Last year, Pavla Mano and her husband Csaba Raduly were at a loss as how to convince their two-year-old son Philip to eat his meals. Stumped, they resorted to creating figures out of Kleenex. “We were trying to be distracting so that he would forget that he doesn’t want to eat,” explained Mano.

The trick seemed to work, because Philip started munching.

And his parents noticed that the Kleenex figures had potential. Since Mano is a trained puppeteer and Raduly is an actor, the idea of entertaining someone with nothing more than a few Kleenex tissues soon evolved into their latest collaboration, a puppet show named Without Title – a name as blank as a fresh piece of tissue.

If the premise of a puppet show about Kleenex leaves you guessing, Mano admitted that the story is difficult to describe.

“There is not really a story. The way the performance is… everyone can get [the] story, but I can’t tell you this happens and that happens.” What she can reveal is the following about the main personage: “A creature that just starts being, starts existing, meets other creatures and they’re trying to communicate, they’re trying to overcome each other,” she said. “It’s like a journey through … life.”

It took several months of improvisation and structuring for the ideas behind Without Title to percolate and fully form into a 45-minute long puppet piece for adults. Since the show’s premiere in March, the couple has brought to the show to an international puppet show in Jonquière, and they will soon be staging it in Barcelona.

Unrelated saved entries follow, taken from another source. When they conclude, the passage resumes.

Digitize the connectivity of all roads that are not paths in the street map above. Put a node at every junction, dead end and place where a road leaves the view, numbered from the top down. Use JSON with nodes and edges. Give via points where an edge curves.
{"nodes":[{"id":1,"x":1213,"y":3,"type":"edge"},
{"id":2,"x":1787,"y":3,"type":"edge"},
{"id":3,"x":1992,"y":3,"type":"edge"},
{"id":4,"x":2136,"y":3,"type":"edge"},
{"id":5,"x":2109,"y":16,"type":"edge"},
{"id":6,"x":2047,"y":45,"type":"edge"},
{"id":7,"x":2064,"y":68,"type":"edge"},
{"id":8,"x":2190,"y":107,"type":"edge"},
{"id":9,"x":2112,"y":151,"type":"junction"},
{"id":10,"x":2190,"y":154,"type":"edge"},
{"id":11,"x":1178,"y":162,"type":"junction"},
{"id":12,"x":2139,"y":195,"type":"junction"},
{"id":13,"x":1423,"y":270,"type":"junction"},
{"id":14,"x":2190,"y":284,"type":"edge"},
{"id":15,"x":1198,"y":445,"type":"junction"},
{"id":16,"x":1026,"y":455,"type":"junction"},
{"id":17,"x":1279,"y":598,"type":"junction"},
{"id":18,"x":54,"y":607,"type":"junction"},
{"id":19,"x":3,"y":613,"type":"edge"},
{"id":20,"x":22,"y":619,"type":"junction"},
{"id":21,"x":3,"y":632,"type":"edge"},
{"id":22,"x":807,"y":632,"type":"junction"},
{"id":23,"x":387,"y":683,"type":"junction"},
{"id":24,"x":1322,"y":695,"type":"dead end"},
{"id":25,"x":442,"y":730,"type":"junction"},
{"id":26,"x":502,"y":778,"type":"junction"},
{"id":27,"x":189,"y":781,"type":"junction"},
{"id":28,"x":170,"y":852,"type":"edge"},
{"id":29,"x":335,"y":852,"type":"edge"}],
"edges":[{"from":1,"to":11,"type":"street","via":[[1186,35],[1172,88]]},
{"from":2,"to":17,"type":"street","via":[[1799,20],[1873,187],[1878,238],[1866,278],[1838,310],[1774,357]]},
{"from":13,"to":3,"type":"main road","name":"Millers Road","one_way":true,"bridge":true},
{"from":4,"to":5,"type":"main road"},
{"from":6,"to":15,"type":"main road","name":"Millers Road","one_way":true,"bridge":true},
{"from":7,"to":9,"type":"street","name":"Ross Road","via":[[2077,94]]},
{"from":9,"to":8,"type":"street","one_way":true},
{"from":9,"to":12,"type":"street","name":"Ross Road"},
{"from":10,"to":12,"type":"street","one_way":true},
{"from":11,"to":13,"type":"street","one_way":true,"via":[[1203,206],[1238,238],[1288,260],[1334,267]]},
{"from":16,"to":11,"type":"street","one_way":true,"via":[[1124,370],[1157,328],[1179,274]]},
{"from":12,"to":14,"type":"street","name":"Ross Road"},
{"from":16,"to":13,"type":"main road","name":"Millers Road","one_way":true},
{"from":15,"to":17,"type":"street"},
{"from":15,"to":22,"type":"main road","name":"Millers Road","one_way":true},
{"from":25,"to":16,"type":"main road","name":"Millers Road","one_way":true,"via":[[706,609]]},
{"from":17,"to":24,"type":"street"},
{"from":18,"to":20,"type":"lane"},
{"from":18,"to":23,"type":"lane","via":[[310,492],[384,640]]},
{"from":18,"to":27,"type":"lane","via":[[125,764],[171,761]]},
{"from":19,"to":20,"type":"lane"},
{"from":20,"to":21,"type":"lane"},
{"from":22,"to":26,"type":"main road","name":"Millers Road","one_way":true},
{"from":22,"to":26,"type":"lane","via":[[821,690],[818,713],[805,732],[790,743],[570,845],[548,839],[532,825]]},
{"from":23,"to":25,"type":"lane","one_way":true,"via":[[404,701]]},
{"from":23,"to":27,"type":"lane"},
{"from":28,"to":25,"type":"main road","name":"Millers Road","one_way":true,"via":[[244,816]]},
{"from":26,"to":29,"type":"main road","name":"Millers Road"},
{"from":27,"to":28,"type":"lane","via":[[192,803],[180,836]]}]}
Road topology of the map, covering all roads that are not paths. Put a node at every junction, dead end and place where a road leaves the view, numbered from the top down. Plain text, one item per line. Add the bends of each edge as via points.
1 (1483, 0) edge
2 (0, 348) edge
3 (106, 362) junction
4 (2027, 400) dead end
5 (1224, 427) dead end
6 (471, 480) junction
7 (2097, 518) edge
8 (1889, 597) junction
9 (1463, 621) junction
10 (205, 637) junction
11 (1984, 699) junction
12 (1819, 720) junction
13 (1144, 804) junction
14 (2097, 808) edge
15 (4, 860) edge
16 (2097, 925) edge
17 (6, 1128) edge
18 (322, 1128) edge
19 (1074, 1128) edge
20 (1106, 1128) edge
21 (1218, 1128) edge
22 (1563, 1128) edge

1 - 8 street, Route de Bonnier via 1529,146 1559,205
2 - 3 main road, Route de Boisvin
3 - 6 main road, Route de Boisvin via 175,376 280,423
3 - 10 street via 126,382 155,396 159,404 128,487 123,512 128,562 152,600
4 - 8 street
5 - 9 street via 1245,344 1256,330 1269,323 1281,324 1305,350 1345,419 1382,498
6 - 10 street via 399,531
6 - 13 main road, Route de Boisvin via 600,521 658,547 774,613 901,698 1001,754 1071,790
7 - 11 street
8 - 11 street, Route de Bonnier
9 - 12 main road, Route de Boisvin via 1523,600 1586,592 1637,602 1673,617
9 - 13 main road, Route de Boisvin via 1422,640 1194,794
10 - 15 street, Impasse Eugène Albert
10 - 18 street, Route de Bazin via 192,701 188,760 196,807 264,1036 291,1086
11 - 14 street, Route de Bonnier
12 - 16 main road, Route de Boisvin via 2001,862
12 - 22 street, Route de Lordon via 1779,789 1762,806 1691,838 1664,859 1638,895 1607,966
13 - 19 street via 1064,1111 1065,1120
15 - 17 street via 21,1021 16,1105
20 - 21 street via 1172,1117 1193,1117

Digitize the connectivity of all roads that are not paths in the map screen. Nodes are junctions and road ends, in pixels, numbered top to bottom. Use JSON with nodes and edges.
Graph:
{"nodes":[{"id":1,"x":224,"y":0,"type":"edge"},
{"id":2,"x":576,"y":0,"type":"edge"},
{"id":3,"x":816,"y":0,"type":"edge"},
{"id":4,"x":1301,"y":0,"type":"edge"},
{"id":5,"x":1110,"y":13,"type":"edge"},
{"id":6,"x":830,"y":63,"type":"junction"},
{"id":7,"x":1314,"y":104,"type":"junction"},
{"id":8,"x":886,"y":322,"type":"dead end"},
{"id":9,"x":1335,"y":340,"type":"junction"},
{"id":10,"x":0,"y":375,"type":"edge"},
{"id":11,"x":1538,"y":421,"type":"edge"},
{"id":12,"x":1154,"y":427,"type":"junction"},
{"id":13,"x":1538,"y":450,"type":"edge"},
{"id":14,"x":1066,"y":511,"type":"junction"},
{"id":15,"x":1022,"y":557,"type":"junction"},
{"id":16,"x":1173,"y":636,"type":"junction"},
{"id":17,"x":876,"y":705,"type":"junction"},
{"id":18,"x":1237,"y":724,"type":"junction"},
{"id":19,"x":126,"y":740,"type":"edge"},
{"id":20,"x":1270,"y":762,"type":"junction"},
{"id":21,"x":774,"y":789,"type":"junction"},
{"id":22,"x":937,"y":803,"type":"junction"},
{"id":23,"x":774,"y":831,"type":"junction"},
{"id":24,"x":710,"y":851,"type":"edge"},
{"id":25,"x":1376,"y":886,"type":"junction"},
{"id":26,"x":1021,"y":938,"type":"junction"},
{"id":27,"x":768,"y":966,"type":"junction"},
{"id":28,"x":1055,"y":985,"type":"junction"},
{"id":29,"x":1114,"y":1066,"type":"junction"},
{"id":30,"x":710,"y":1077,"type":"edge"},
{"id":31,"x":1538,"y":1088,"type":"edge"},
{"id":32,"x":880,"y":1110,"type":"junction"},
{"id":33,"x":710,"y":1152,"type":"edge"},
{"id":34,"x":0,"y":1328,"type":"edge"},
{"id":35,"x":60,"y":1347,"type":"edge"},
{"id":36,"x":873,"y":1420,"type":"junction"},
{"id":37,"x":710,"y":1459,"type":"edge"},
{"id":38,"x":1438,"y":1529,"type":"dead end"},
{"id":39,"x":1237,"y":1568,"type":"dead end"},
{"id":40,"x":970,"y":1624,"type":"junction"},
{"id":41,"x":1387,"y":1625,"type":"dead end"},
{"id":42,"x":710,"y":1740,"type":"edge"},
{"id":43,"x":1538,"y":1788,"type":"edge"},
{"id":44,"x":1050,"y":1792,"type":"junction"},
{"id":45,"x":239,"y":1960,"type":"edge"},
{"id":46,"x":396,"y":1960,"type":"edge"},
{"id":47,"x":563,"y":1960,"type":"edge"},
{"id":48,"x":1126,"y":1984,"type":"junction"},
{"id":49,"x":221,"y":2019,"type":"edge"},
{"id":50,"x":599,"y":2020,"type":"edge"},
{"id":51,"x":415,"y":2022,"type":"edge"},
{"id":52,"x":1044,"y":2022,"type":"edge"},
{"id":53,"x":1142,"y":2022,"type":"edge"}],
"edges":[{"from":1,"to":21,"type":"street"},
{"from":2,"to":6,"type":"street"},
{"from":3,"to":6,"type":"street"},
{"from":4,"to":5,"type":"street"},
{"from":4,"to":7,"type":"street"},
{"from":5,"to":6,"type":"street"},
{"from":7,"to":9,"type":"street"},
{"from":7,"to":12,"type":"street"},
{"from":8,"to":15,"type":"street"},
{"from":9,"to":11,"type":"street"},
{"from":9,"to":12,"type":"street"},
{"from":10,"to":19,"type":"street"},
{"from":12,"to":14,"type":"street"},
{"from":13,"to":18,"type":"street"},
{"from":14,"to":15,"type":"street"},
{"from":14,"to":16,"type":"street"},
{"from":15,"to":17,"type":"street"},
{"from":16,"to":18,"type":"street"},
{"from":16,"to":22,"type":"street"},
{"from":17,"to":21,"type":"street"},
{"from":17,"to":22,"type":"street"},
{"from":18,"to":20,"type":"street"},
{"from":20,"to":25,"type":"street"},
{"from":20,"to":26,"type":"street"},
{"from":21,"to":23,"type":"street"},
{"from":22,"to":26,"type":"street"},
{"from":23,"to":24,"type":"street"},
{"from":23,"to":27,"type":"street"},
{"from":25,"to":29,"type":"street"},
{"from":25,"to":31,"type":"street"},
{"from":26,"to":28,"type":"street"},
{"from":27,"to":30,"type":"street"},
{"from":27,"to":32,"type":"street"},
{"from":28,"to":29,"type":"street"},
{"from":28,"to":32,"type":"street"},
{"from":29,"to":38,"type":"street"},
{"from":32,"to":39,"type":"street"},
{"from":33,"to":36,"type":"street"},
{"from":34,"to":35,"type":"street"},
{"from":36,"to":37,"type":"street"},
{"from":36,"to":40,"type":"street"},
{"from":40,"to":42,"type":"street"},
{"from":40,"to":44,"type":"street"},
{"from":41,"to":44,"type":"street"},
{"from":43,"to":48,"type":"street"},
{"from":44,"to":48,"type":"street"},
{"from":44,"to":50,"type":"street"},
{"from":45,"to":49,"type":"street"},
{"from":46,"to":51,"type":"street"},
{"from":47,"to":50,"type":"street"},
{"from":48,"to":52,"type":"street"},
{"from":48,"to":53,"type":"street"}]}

Mano’s background with puppets goes back awhile. Her theatre company, Puzzle Theatre, was founded in Bulgaria in 1996, where she trained as puppeteer, and it made the jump to Montreal when she and her co-founders moved to Canada in 2004. Mano planned on coming with her boyfriend, but he backed out. She came anyway, and stayed: “I like this colourful city.”

Puzzle Theatre began running versions of the projects they had staged in Bulgaria, some of which were geared towards young children and families. Without Title, however is a conceived-in-Canada project for adults.

Note to penniless aspiring theatre acolytes: Mano estimates that with her props being one light, one table and one box of Kleenex (30 sheets for each of the four shows) for the whole Montreal run, her props budget totals at $25. In addition, her and Raduly considered themselves volunteer performers, and they put on the show without grants. (“It’s easier.”)

As for the anonymous moniker, Without Title, Mano likens it to artists’ untitled paintings. The idea behind the title stems from Mano wanting the audience to have a “virgin” mind: “It’s Without Title because we didn’t want to give a direction to the audience what to think about.”

What we do know is that it features Kleenex. But Mano promises more.

“It’s about a lot of things. You have to see it, and you will find out.”

Without Title is being performed Sept. 30 to Oct. 3 at Studio-Theatre l’Illusion, at 783 de Bienville Rd., near Mont-Royal metro. Tickets are $10 for students and theatre professionals, $15 for mere mortals.